- _EXERCISE_: Would you copy each line of the records that includes the word "curves"?

- _RECORDS_:
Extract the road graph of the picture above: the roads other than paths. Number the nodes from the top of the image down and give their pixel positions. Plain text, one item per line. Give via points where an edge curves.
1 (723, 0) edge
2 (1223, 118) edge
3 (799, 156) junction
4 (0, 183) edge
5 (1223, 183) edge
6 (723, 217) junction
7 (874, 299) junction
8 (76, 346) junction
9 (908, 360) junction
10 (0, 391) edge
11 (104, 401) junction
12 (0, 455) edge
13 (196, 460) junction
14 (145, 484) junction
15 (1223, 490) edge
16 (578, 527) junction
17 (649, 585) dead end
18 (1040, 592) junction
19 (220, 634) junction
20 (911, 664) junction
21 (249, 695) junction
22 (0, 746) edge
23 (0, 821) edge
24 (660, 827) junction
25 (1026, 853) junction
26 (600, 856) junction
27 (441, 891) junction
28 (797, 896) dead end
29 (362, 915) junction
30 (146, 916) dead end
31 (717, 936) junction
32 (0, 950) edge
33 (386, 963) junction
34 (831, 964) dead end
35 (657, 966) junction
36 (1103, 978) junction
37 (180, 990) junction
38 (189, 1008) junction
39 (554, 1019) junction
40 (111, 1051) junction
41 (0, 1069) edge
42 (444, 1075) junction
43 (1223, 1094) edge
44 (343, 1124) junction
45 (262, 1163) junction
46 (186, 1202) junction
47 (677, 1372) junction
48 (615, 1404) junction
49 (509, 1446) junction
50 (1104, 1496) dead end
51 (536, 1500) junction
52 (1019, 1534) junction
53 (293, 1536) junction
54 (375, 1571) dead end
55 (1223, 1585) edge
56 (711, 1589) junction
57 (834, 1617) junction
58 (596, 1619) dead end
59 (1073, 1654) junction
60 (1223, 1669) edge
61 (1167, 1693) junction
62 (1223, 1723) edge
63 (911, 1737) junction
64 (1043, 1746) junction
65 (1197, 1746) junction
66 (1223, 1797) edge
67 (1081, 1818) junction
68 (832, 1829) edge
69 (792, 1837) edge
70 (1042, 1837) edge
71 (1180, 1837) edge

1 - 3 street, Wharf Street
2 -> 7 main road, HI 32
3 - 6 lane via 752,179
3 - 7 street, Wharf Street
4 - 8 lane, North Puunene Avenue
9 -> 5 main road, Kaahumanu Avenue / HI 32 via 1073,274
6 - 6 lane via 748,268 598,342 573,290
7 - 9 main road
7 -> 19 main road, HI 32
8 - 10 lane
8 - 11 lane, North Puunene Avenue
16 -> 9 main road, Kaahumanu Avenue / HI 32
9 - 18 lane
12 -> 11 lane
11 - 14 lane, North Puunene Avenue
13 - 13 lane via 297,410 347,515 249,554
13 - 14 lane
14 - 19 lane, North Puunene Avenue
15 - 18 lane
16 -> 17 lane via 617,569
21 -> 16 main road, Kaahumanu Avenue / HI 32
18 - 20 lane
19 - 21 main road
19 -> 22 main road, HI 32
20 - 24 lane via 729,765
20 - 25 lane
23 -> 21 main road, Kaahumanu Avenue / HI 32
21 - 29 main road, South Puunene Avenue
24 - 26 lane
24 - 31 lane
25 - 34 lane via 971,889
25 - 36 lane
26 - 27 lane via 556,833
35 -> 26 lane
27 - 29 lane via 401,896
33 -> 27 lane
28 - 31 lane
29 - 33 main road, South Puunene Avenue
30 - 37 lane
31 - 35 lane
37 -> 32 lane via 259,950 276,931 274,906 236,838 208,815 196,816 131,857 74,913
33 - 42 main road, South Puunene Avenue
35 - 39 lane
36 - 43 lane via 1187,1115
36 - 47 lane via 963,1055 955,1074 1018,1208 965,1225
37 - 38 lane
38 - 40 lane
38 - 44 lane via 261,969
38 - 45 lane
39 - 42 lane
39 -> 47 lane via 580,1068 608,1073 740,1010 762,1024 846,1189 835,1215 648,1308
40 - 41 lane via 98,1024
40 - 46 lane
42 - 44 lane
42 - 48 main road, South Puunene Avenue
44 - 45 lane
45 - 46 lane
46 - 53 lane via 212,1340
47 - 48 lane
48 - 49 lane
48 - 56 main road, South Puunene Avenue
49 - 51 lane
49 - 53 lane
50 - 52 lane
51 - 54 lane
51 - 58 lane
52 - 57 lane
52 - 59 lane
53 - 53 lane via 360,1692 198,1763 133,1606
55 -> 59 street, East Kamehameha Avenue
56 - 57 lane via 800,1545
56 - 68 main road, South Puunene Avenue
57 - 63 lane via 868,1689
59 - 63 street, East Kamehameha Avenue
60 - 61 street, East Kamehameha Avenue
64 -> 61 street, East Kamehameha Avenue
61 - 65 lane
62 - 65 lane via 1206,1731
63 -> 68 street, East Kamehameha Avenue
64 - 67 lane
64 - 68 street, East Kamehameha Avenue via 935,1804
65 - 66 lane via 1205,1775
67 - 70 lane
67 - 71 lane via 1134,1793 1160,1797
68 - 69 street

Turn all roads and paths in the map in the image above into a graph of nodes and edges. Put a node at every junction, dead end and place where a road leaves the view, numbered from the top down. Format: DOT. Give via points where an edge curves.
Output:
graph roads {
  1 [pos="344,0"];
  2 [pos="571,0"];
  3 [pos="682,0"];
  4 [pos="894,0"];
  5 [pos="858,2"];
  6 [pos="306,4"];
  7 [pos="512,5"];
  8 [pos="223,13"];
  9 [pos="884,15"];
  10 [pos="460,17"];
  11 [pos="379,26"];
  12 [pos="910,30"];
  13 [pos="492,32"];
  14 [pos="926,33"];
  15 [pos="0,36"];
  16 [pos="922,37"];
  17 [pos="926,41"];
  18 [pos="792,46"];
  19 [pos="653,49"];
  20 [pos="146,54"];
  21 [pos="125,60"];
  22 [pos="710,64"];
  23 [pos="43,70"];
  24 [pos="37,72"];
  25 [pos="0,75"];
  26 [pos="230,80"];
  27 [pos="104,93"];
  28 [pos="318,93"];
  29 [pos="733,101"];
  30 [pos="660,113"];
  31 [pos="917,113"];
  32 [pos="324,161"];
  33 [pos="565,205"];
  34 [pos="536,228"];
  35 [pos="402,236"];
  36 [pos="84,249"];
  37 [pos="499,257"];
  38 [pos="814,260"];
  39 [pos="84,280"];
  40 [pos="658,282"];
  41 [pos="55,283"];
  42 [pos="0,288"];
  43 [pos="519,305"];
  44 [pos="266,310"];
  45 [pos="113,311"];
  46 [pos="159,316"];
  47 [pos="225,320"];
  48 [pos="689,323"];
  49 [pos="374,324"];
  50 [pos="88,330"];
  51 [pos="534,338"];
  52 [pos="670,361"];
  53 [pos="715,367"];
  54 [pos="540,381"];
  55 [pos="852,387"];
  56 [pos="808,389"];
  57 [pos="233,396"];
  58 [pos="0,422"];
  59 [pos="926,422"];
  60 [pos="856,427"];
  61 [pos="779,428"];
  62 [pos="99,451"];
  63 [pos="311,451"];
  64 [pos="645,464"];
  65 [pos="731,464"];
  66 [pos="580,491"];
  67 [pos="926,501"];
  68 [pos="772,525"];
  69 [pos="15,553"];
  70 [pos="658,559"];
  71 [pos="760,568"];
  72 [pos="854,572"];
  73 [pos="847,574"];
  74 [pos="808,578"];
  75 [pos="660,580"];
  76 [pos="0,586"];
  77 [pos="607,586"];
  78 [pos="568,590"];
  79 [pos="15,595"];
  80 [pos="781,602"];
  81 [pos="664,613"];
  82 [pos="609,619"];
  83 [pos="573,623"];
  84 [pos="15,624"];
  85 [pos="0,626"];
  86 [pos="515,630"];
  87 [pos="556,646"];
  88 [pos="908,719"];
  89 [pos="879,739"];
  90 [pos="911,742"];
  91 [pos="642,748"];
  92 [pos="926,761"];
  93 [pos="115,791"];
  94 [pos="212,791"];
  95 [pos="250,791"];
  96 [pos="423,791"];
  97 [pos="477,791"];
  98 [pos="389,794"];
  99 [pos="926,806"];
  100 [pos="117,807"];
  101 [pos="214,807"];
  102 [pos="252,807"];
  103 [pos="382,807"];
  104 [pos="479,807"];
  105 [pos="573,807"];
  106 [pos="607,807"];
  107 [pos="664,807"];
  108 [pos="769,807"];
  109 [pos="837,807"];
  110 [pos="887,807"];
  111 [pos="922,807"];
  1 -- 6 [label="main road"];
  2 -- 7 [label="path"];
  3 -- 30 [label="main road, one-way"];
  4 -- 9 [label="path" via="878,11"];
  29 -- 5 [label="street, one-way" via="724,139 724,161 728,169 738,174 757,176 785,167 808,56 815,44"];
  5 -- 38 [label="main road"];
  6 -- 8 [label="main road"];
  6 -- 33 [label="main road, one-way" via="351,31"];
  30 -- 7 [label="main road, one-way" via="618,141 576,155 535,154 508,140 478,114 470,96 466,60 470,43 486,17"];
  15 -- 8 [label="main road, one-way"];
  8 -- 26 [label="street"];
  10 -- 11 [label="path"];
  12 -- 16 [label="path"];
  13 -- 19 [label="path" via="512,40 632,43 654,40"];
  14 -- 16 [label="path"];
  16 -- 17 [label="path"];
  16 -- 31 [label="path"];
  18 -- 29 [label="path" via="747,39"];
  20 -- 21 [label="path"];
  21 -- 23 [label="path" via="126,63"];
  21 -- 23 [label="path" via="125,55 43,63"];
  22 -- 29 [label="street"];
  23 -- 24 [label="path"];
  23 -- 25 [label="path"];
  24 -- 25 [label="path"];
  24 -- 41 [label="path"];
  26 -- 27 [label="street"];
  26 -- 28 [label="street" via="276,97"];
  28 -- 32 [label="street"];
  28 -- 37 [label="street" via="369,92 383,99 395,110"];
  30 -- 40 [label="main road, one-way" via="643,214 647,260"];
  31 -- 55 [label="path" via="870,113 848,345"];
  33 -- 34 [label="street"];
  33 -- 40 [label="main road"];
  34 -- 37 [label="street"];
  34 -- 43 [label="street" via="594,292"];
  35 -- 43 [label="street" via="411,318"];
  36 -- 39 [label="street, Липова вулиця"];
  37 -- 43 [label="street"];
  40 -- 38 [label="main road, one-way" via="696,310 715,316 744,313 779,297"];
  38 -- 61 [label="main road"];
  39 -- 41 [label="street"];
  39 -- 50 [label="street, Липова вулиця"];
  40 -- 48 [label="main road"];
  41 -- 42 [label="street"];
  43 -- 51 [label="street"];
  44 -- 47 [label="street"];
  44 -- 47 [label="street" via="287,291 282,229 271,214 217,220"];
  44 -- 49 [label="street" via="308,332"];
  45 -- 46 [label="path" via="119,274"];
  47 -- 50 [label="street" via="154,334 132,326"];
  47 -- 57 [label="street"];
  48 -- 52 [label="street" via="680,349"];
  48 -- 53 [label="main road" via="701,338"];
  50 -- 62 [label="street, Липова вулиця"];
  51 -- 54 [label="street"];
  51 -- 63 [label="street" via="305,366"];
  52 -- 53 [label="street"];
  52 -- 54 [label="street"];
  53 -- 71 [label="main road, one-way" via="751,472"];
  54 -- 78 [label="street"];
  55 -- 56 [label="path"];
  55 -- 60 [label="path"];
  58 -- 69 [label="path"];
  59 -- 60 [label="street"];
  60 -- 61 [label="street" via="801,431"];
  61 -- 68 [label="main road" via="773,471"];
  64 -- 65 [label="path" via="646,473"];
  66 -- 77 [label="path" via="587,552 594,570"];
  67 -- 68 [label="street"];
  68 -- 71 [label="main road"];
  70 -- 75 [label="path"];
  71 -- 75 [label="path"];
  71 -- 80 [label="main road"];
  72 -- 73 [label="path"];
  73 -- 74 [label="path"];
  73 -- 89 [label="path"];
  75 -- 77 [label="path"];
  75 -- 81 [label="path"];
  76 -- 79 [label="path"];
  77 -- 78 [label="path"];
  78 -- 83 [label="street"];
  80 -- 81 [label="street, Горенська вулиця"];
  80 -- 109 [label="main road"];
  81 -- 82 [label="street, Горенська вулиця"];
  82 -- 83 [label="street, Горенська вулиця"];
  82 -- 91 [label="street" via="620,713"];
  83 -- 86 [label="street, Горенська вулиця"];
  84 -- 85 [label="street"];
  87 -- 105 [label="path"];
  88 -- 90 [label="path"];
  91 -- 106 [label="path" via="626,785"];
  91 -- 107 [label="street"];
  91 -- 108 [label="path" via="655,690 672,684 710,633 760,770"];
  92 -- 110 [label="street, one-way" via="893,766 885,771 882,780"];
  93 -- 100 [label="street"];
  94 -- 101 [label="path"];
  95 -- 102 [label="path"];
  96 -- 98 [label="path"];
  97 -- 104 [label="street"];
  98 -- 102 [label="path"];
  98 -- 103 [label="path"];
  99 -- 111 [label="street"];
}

- _OUTPUT FOR THIS EXERCISE_:
Extract the road graph of the picture above: the roads other than paths. Number the nodes from the top of the image down and give their pixel positions. Plain text, one item per line. Give via points where an edge curves.
Turn all roads and paths in the map in the image above into a graph of nodes and edges. Put a node at every junction, dead end and place where a road leaves the view, numbered from the top down. Format: DOT. Give via points where an edge curves.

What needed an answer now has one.